2. The method of claim 1, wherein the method further comprises:

acquiring information of each standard specification of the oil tank;

according to the standard specification information, checking whether the oil tanks related in the oil tank layout information meet the checking conditions or not;

and responding to the determined conformity, and sending the oil tank layout information to an oil tank display terminal to display the oil tank layout information.

3. The method of claim 1, wherein the image segmentation of the pre-acquired first target remote sensing image to obtain a sub-image set comprises:

determining segmentation proportion information for segmenting the first target remote sensing image according to the resolution of the first target remote sensing image;

and carrying out image segmentation on the first target remote sensing image according to the segmentation proportion information to obtain the sub-image set.

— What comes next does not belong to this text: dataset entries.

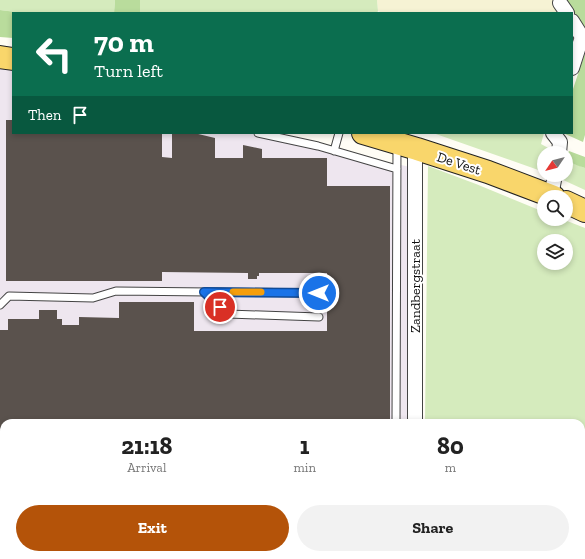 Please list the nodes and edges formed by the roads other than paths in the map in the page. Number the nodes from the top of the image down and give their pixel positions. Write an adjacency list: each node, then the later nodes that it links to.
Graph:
1 (573, 23): 4 (street)
2 (0, 57): 3 (main road)
3 (12, 59)
4 (573, 65)
5 (263, 134): 11 (lane)
6 (339, 134): 11 (lane)
7 (366, 134): 9 (main road, De Vest)
8 (554, 134): 10 (street)
9 (407, 146): 12 (lane); 13 (main road, De Vest); 21 (street, Zandbergstraat)
10 (560, 146)
11 (334, 150): 12 (lane)
12 (397, 169): 20 (lane)
13 (546, 190)
14 (573, 204): 15 (main road, De Vest)
15 (585, 211)
16 (204, 292): 17 (lane); 18 (lane); 19 (lane)
17 (319, 293)
18 (0, 305)
19 (319, 317)
20 (396, 419)
21 (415, 419) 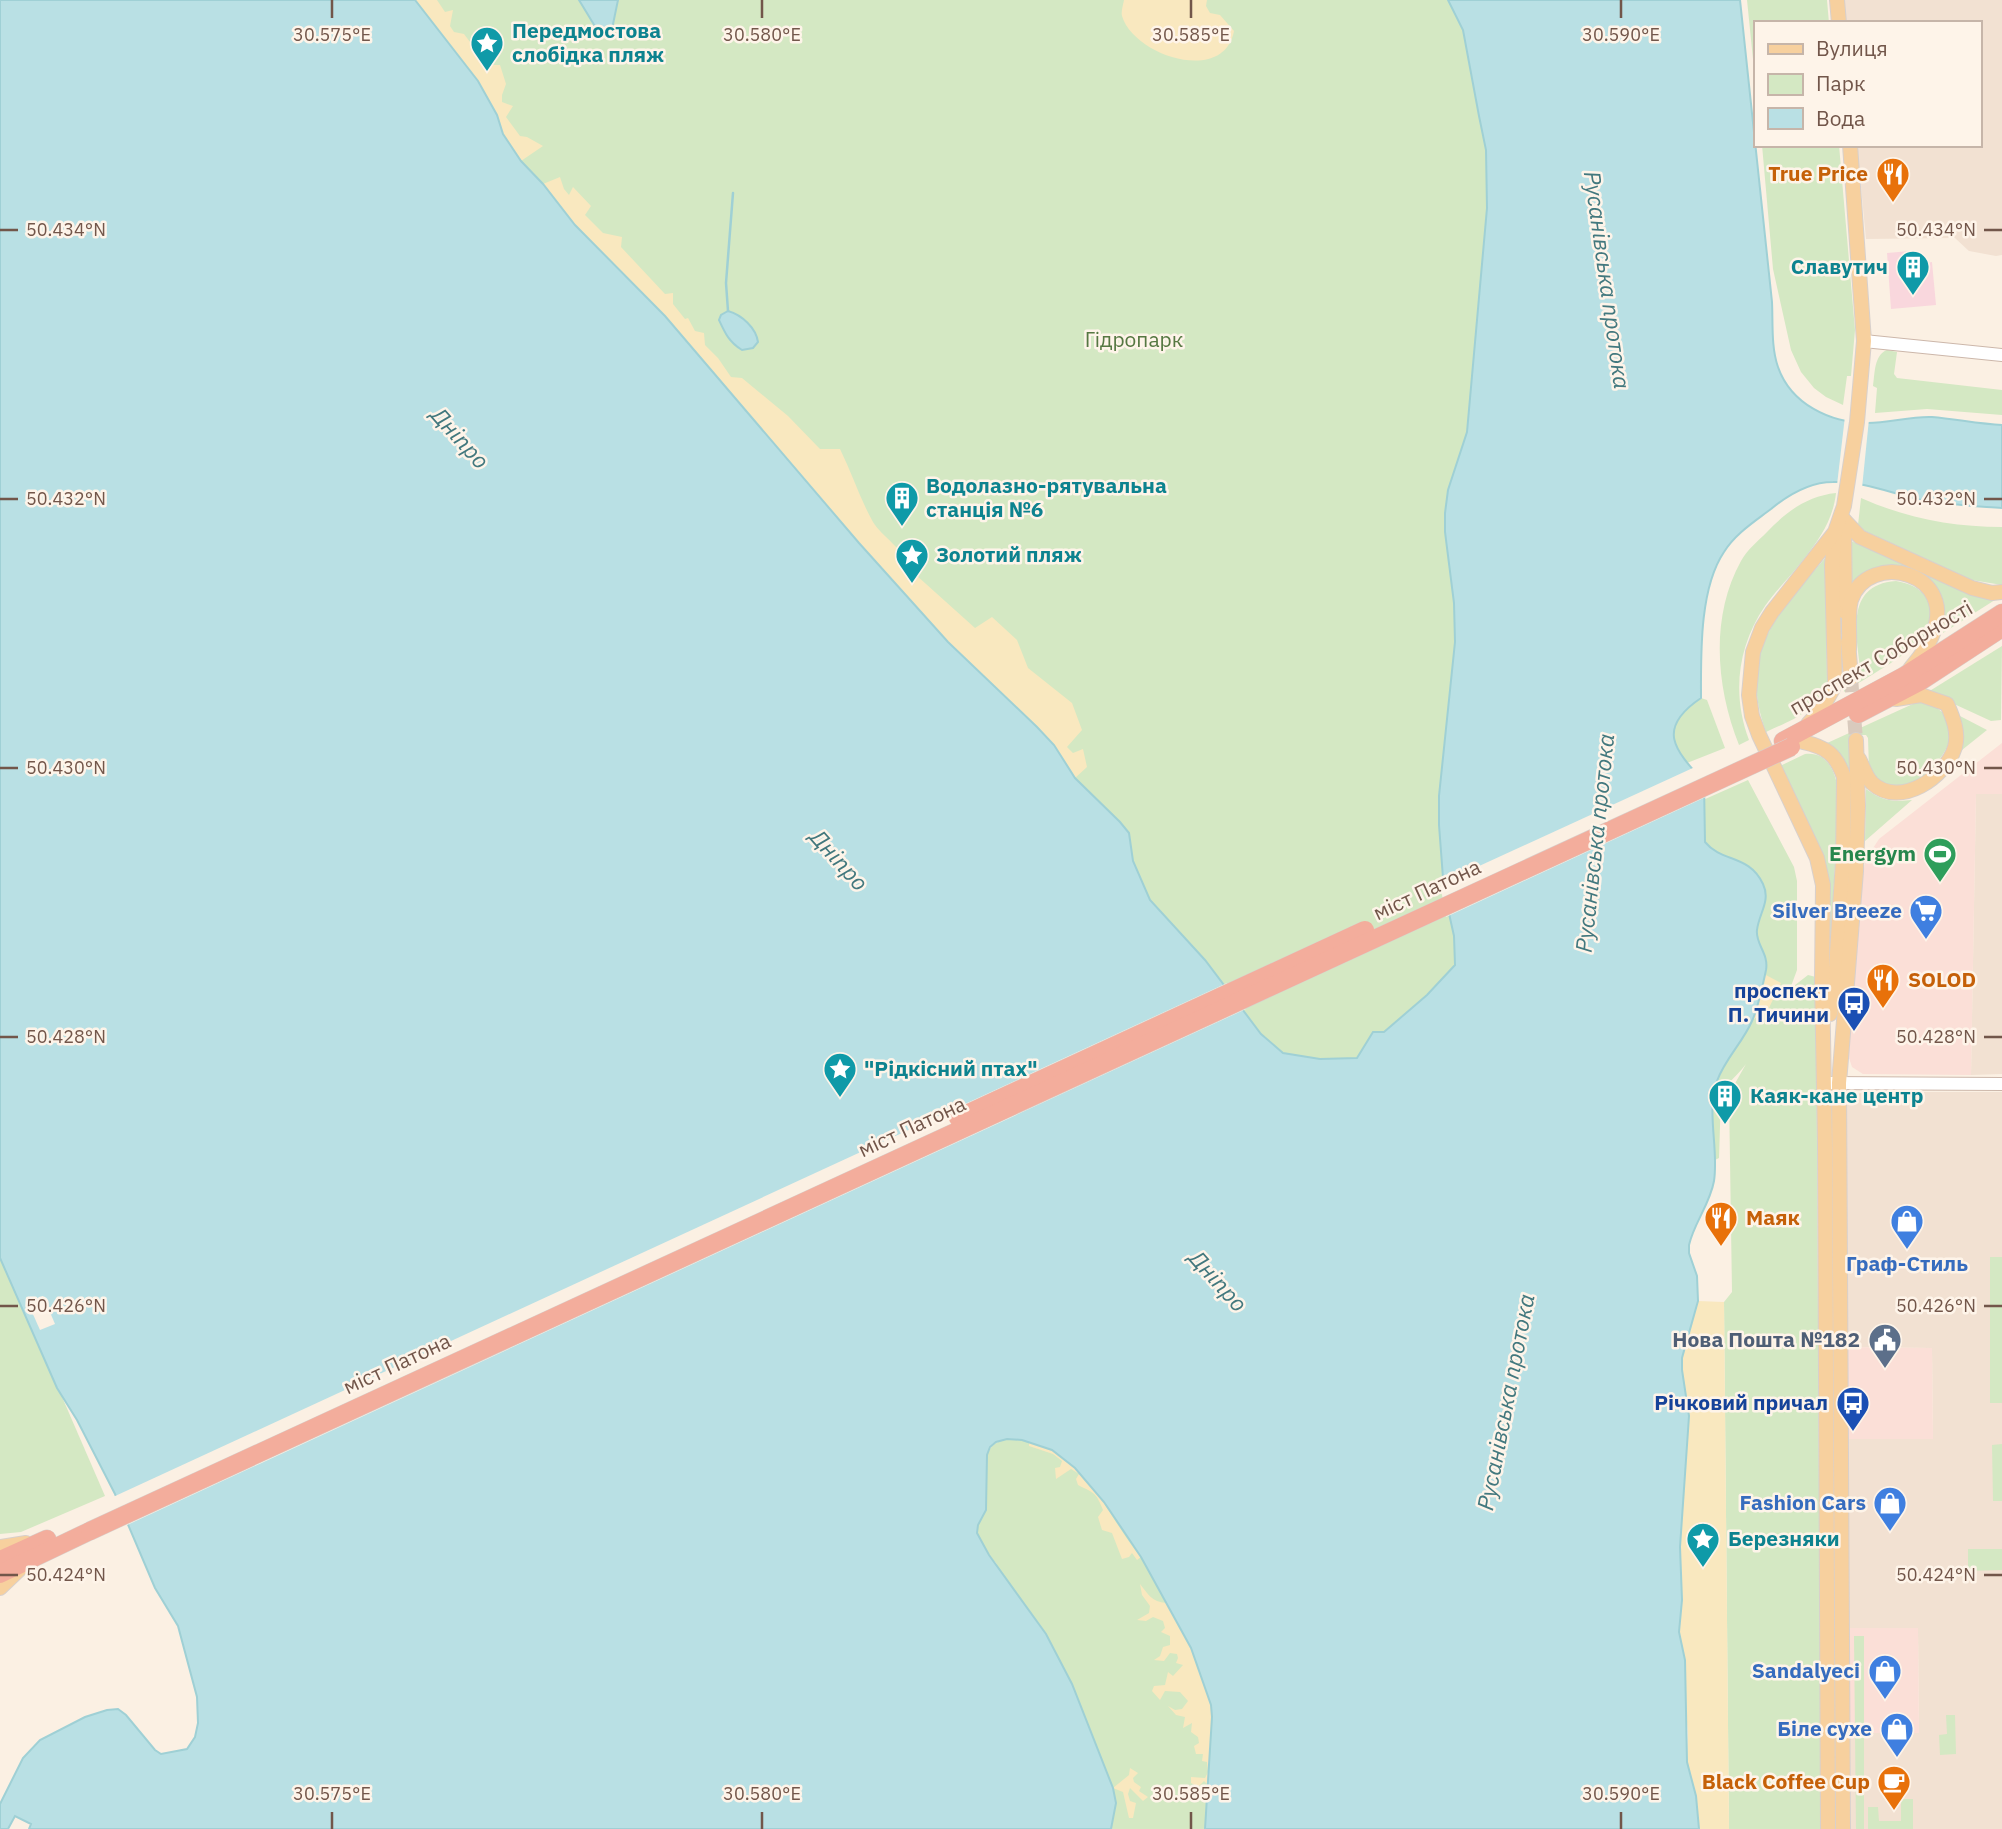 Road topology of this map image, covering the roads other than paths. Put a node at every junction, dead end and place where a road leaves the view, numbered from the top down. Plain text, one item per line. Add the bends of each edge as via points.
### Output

4. The method according to claim 1, wherein the generating, from the first target remote sensing image and a pre-trained tank recognition model set, position information of each first tank information in a first tank information set corresponding to the first target remote sensing image and radius information of each first tank information in the first tank information set comprises:

inputting the first target remote sensing image into each oil tank identification model in a pre-trained oil tank identification model set, and outputting position information of each third oil tank information in a third oil tank information set corresponding to the first target remote sensing image and radius information of each third oil tank information in the third oil tank information set to obtain the position information of each third oil tank information in a third oil tank information set group and the radius information of each third oil tank information in the third oil tank information set group;

the third oil tank information set group is divided again according to the position information of each piece of third oil tank information in the third oil tank information set group to obtain a fourth oil tank information set group, wherein the same position information exists in each piece of fourth oil tank information in the fourth oil tank information set;

determining the number of oil tanks corresponding to each fourth oil tank information set in the fourth oil tank information set group to obtain a first oil tank number set;

and generating position information of each first oil tank information in a first oil tank information set corresponding to the first target remote sensing image and radius information of each first oil tank information in the first oil tank information set according to the first oil tank number set.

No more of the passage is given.